Dear Preslee,
Every year I expect this to be easier, but it never is. I was doing great until I started writing this post, and now… I honestly don’t know what to say.
Six. It was six years ago that you were placed in my arms. I had no idea the future that awaited us, but I’m so glad I didn’t. Looking back, life with you was incredibly happy. There was no grief, little pain, and just new mom type of worries.
Not long ago I was talking to your dad about a friend’s little six year old girl. I told Pat, “I can’t believe she has one that old.” Then it hit me, I should too.
Yesterday, while walking down the toy isle in Target, I heard a voice ask, “Are you Ashley?” A sweet lady then introduced herself and explained she was the first EMT responder to arrive after the Calls pulled you out of canal. And ironically, just yesterday, she clicked on a link while on FB that took her to our blog to read about the blanket we had made. We had a sweet conversation, and I’m still amazed the impact you’ve had on so many after all these years.
Though today hurts, we choose to celebrate. We choose to celebrate all that you are, and I hope there’s a way to teach your brothers who you truly are.

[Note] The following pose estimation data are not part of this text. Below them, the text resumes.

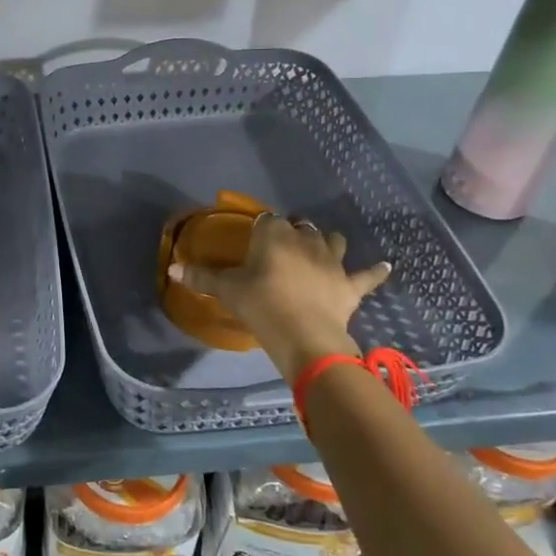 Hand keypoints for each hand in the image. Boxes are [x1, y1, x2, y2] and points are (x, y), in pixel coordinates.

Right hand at [168, 214, 390, 371]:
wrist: (304, 336)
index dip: (262, 228)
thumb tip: (171, 268)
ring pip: (332, 240)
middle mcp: (305, 240)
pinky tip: (385, 266)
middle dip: (293, 232)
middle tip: (281, 248)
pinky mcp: (350, 285)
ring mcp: (332, 261)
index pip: (267, 220)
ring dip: (327, 242)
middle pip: (300, 227)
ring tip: (321, 248)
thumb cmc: (261, 306)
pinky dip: (375, 271)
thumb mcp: (227, 291)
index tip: (255, 240)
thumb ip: (200, 278)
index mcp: (274, 235)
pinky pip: (367, 275) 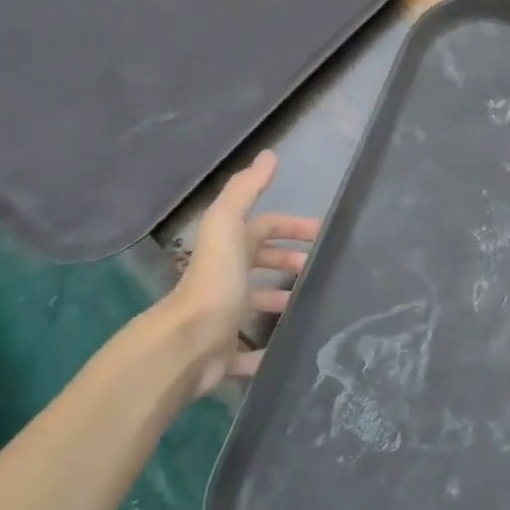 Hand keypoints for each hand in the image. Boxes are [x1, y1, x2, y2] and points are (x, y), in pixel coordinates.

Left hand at [162, 150, 318, 392]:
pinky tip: (289, 348)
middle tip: (318, 271)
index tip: (323, 235)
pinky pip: (250, 354)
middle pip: (259, 264)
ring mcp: (222, 318)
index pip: (264, 228)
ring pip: (254, 305)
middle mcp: (223, 281)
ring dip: (280, 302)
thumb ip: (245, 190)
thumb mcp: (228, 227)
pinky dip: (267, 350)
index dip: (292, 227)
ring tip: (309, 306)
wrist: (186, 346)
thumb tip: (268, 155)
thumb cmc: (214, 284)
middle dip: (288, 263)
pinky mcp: (224, 354)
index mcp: (227, 250) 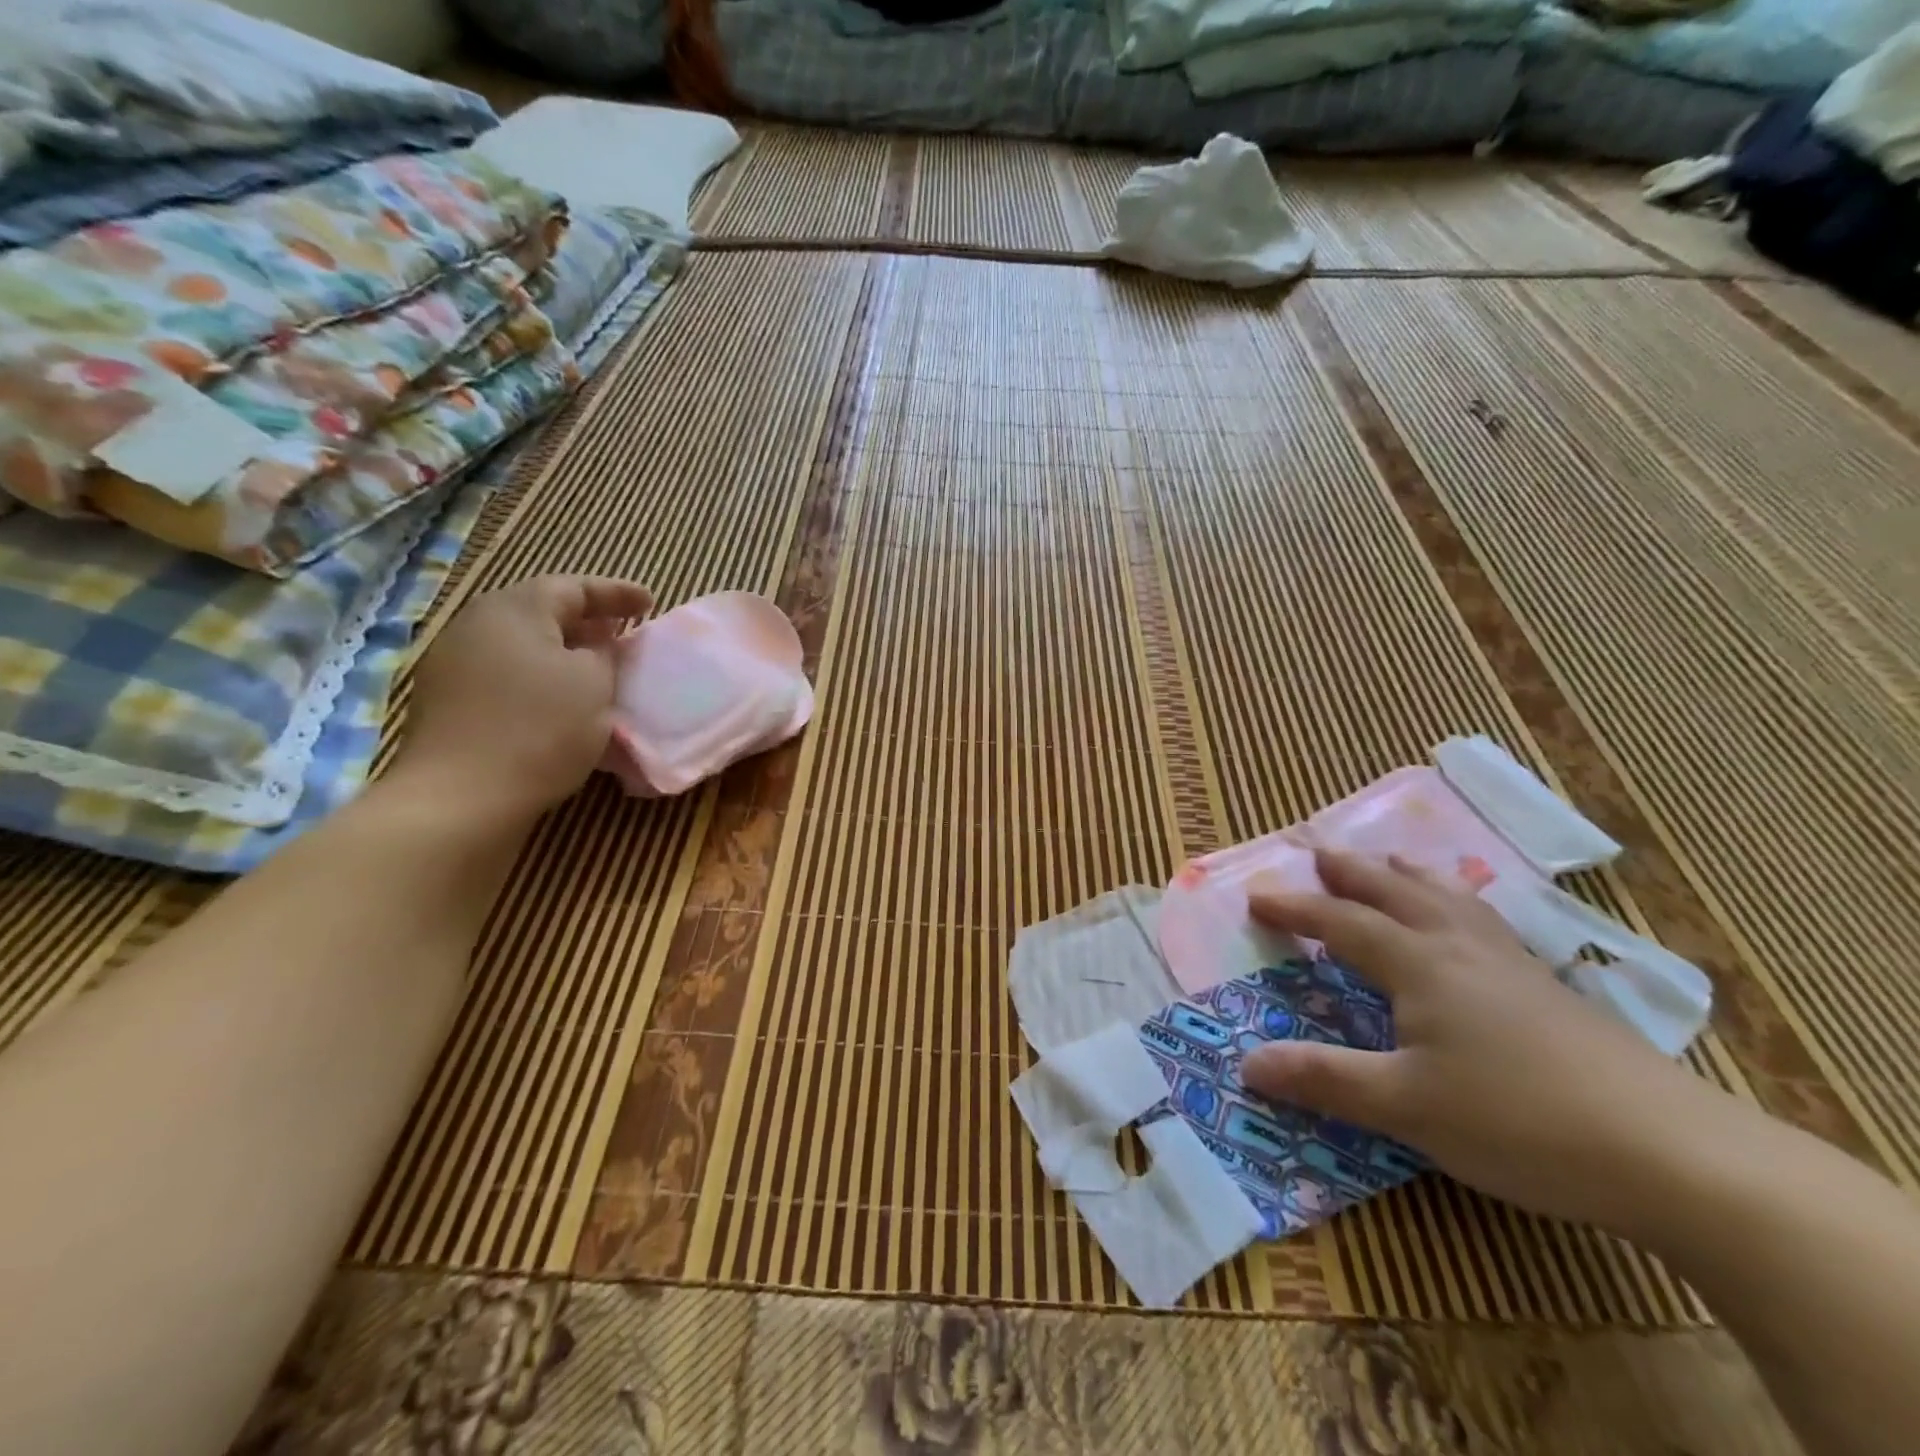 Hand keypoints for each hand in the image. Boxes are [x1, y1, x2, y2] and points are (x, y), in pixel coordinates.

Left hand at [398, 576, 651, 822]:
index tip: (651, 604)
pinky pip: (506, 674)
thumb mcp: (594, 683)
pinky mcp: (447, 702)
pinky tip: (561, 701)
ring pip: (522, 645)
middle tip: (623, 633)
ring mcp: (453, 664)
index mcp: (513, 609)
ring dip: (562, 652)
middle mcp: (475, 625)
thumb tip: (596, 647)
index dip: (616, 593)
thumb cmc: (540, 728)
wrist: (461, 797)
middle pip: (540, 611)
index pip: (573, 587)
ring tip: (597, 668)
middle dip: (586, 621)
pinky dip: (540, 678)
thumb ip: (604, 654)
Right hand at [1241, 851, 1717, 1236]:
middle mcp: (1460, 948)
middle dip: (1351, 872)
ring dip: (1408, 875)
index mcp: (1420, 964)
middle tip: (1319, 851)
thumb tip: (1246, 1064)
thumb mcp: (1405, 1106)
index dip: (1296, 908)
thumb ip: (1324, 1079)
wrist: (1673, 1153)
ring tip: (1390, 860)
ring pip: (1449, 898)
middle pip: (1395, 891)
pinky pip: (1486, 921)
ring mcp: (1512, 964)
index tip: (1256, 898)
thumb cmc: (1518, 1121)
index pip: (1342, 922)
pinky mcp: (1551, 990)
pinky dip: (1458, 903)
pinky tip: (1471, 923) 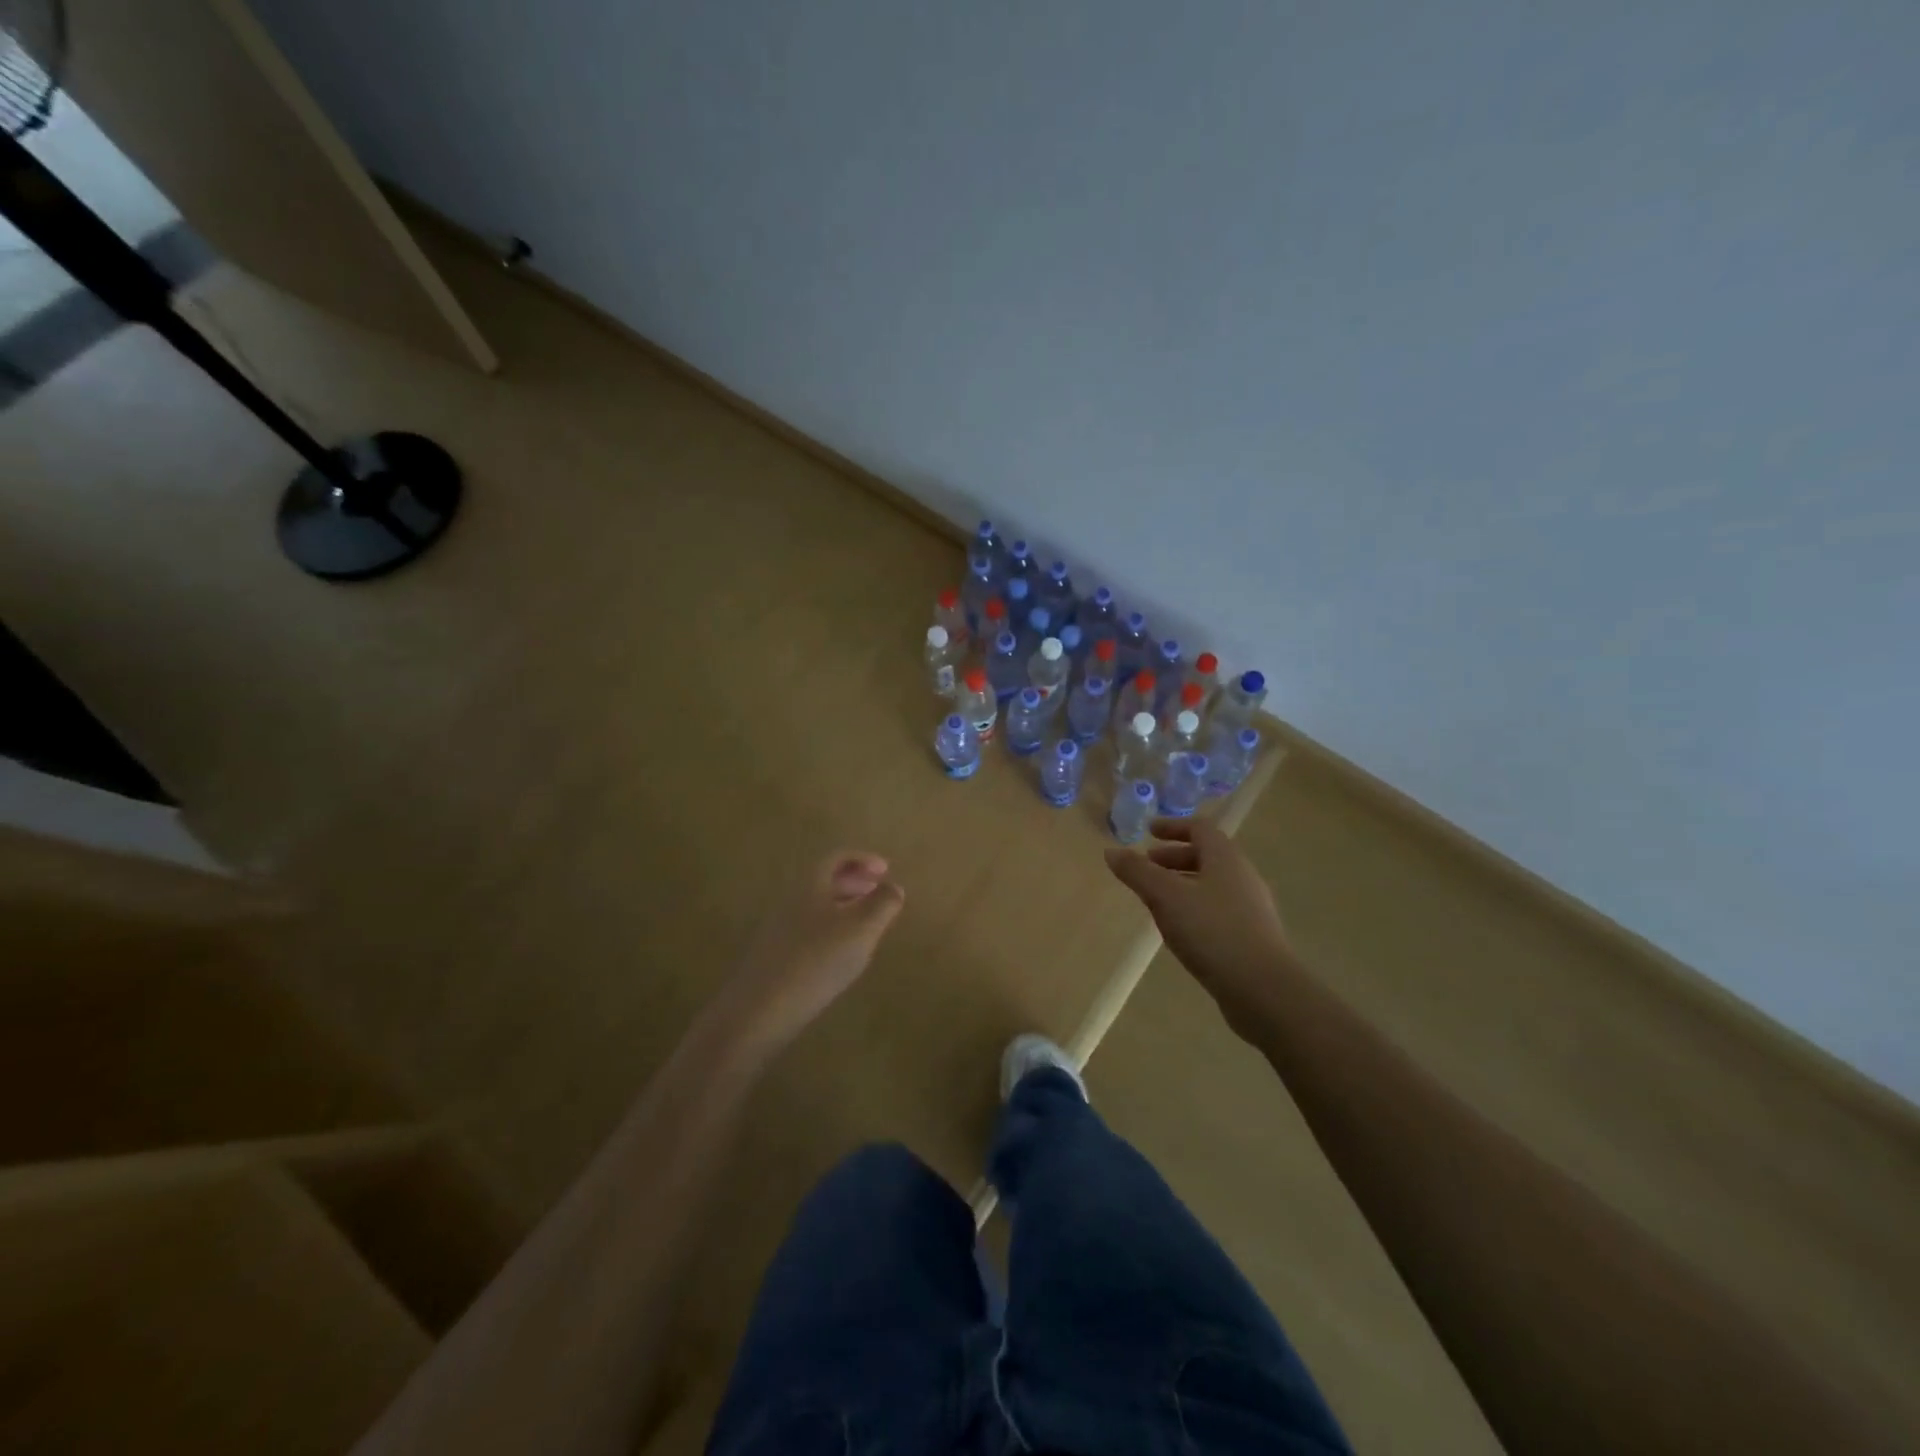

And even though the last four and a half years have been down right hard, I’d choose it over and over again. The short 18 months we had together was worth it in every way.
We love you Monkey, we’re officially four Birthdays closer to seeing you again!
Love,
Mom
P.S. The real reason the tears began to fall last night was because I watched this slideshow. I haven’t watched it in a couple of years. The song gets me every time. Thank you Alisha and Molly!